Collected data:
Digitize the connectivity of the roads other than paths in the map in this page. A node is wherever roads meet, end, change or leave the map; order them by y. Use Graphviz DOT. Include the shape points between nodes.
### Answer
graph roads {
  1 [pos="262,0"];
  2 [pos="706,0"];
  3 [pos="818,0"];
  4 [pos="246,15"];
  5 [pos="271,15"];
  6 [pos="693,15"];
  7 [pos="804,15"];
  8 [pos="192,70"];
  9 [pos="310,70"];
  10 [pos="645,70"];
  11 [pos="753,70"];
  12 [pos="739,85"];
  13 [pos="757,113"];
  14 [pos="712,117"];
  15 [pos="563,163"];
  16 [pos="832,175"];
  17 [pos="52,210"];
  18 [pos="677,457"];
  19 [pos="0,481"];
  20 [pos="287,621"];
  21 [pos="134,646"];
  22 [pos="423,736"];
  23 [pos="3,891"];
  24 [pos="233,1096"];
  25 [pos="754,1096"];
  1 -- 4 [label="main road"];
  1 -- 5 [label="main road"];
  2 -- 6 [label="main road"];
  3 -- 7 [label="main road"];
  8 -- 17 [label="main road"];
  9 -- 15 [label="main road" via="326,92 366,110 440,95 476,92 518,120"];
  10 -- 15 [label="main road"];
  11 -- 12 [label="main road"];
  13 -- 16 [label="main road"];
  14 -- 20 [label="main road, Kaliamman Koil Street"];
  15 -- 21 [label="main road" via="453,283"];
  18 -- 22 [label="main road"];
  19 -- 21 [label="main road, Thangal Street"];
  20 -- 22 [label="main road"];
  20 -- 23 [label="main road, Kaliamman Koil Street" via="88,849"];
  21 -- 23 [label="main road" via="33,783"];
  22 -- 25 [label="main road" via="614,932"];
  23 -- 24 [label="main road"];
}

Problem description:
None of the records may be omitted; each is to be printed exactly.

Exercise result:
Digitize the connectivity of the roads other than paths in the map in this page. A node is wherever roads meet, end, change or leave the map; order them by y. Use Graphviz DOT. Include the shape points between nodes.
### Answer
graph roads {
  1 [pos="262,0"];
  2 [pos="706,0"];
  3 [pos="818,0"];
  4 [pos="246,15"];
  5 [pos="271,15"];
  6 [pos="693,15"];
  7 [pos="804,15"];
  8 [pos="192,70"];
  9 [pos="310,70"];
  10 [pos="645,70"];
  11 [pos="753,70"];
  12 [pos="739,85"];
  13 [pos="757,113"];
  14 [pos="712,117"];
  15 [pos="563,163"];
  16 [pos="832,175"];
  17 [pos="52,210"];
  18 [pos="677,457"];
  19 [pos="0,481"];
  20 [pos="287,621"];
  21 [pos="134,646"];
  22 [pos="423,736"];
  23 [pos="3,891"];
  24 [pos="233,1096"];
  25 [pos="754,1096"];
  1 -- 4 [label="main road"];
  1 -- 5 [label="main road"];
  2 -- 6 [label="main road"];
  3 -- 7 [label="main road"];
  8 -- 17 [label="main road"];
  9 -- 15 [label="main road" via="326,92 366,110 440,95 476,92 518,120"];
  10 -- 15 [label="main road"];
  11 -- 12 [label="main road"];
  13 -- 16 [label="main road"];
  14 -- 20 [label="main road, Kaliamman Koil Street"];
  15 -- 21 [label="main road" via="453,283"];
  18 -- 22 [label="main road"];
  19 -- 21 [label="main road, Thangal Street"];
  20 -- 22 [label="main road"];
  20 -- 23 [label="main road, Kaliamman Koil Street" via="88,849"];
  21 -- 23 [label="main road" via="33,783"];
  22 -- 25 [label="main road" via="614,932"];
  23 -- 24 [label="main road"];
}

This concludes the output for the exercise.